# How to Get the "Stink" Out of Microfiber Terry Cloth?



## orange_mommy (Jul 9, 2010)

So I have in my stash several GoGreen Pocket Diapers. I love them, they are ridiculously cute and so easy for other people to use. One problem though: For a short time, nothing was wrong. However, after probably a month or so I noticed that although they smelled fine coming out of the dryer... as soon as ds peed, immediately there was this strong, stomach-turning smell. Smells almost like a chemical because it's so strong. I don't know if that's an ammonia smell or what? It is so nasty that I am embarrassed to change his diaper when we are in public because I feel like everyone within 10 feet can smell it, and when I mention it, other people always say "Ya, I smelled something strange but didn't want to say anything", lol. Anyways, the inserts in these are made of microfiber terry-cloth and a friend told me that microfiber can tend to have "stink" issues. I stopped using the inserts and instead have been using prefolds and the distinct smell went away. I have noticed this smell to a lesser degree in other diapers as well, but nothing as bad as with those inserts.

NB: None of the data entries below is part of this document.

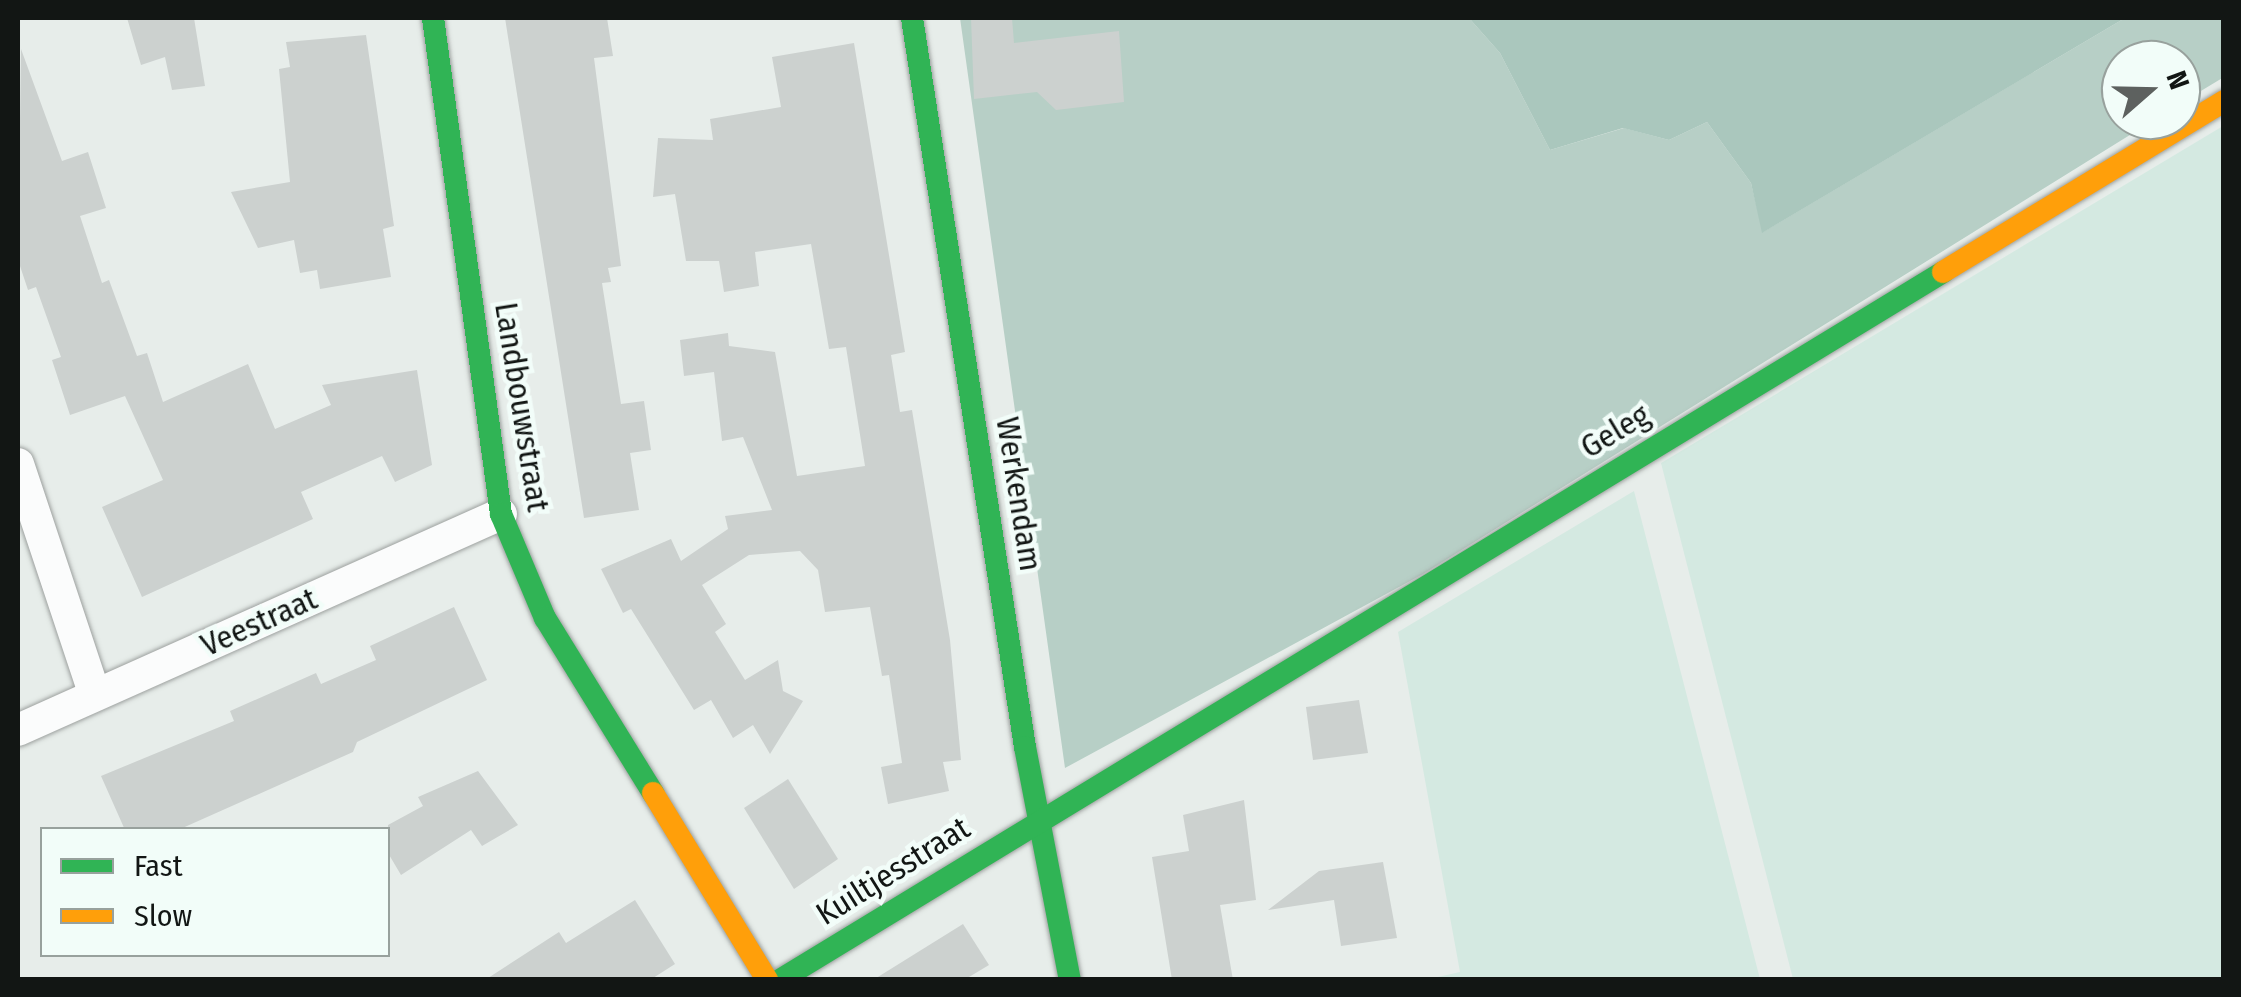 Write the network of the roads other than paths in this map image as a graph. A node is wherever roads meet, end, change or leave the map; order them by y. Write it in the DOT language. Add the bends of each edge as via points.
graph roads {
  1 [pos="433,18"];
  2 [pos="912,18"];
  3 [pos="2224,100"];
  4 [pos="18,464"];
  5 [pos="500,514"];
  6 [pos="95,694"];
  7 [pos="18,730"];
  8 [pos="1041,818"];
  9 [pos="767,980"];
  10 [pos="780,980"];
  11 [pos="1070,980"];
  1 -- 5 [label="street, Landbouwstraat"];
  2 -- 8 [label="street, Werkendam"];
  3 -- 8 [label="street, Geleg"];
  4 -- 6 [label="street"];
  5 -- 6 [label="street, Veestraat"];
  5 -- 9 [label="street, Landbouwstraat" via="544,618"];
  6 -- 7 [label="street, Veestraat"];
  8 -- 10 [label="street, Kuiltjesstraat"];
  8 -- 11 [label="street, Werkendam"];
} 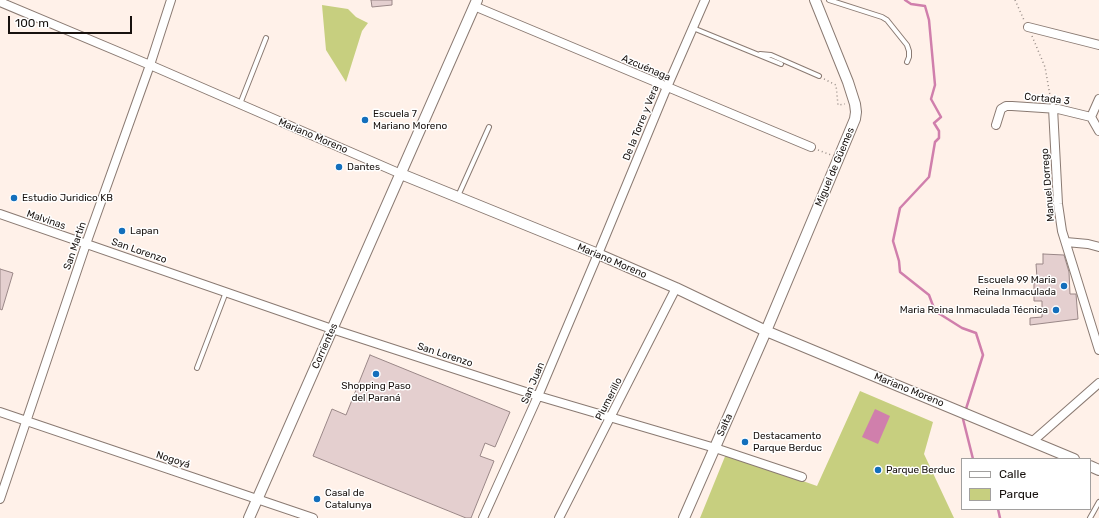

Is there anything I can do to make the stink go away, and be able to use the inserts again? (It takes less time to insert them than a prefold, and they are slightly less bulky than a prefold.) Thanks in advance!


----------



## Viriditas (Aug 30, 2004)

DS's Fuzzybunz got like that. The only thing that would get rid of the stink was to boil them with some baking soda. Then I washed and dried them and they smelled perfectly fine.


----------



## Siouxsie (Jan 22, 2011)

I had that problem too.What worked for me was adding Bac Out to the water and soaking overnight. That stuff is amazing. I got it at whole foods and it's worth trying because you can use it for cleaning too. Just make sure you rinse really well.


----------



## gitanamama (Feb 17, 2011)

In the same boat here orange_mommy. I did some online research and found out that Dawn original dish soap works (with TONS of rinsing afterwards) as does bleach (ack!) After trying everything else (baking soda, vinegar, Charlie's soap, Bac Out) I finally resorted to washing mine with bleach, which seems to have solved the problem (fingers are crossed!) I live in the desert and we're in a pretty extreme drought, so I couldn't justify the 9 or 10 rinse cycles it takes to get Dawn out, but if you live in a wetter climate, it might be worth a try. I also find if I dry my diapers in the sun, it helps with both stains and smells. Good luck!


----------



## mamadiamond (Feb 2, 2011)

dawn works great for me at getting the stink out. wash on hot with about a teaspoon of dawn, then a couple of hot rinses and then a cold rinse. also, to prevent the stink in the first place i use some baking soda in the wash and vinegar in the rinse(which prevents buildup of detergent).


----------



## icy02 (Oct 28, 2008)

I had Happy Heiny Pockets for DS1 and had the same problem. They just smelled horrible! I tried everything 'natural' before I finally gave up and started bleaching them at every single wash. I did an extra rinse. Finally I got tired of using bleach all the time and just sold them and got some AIO's.


----------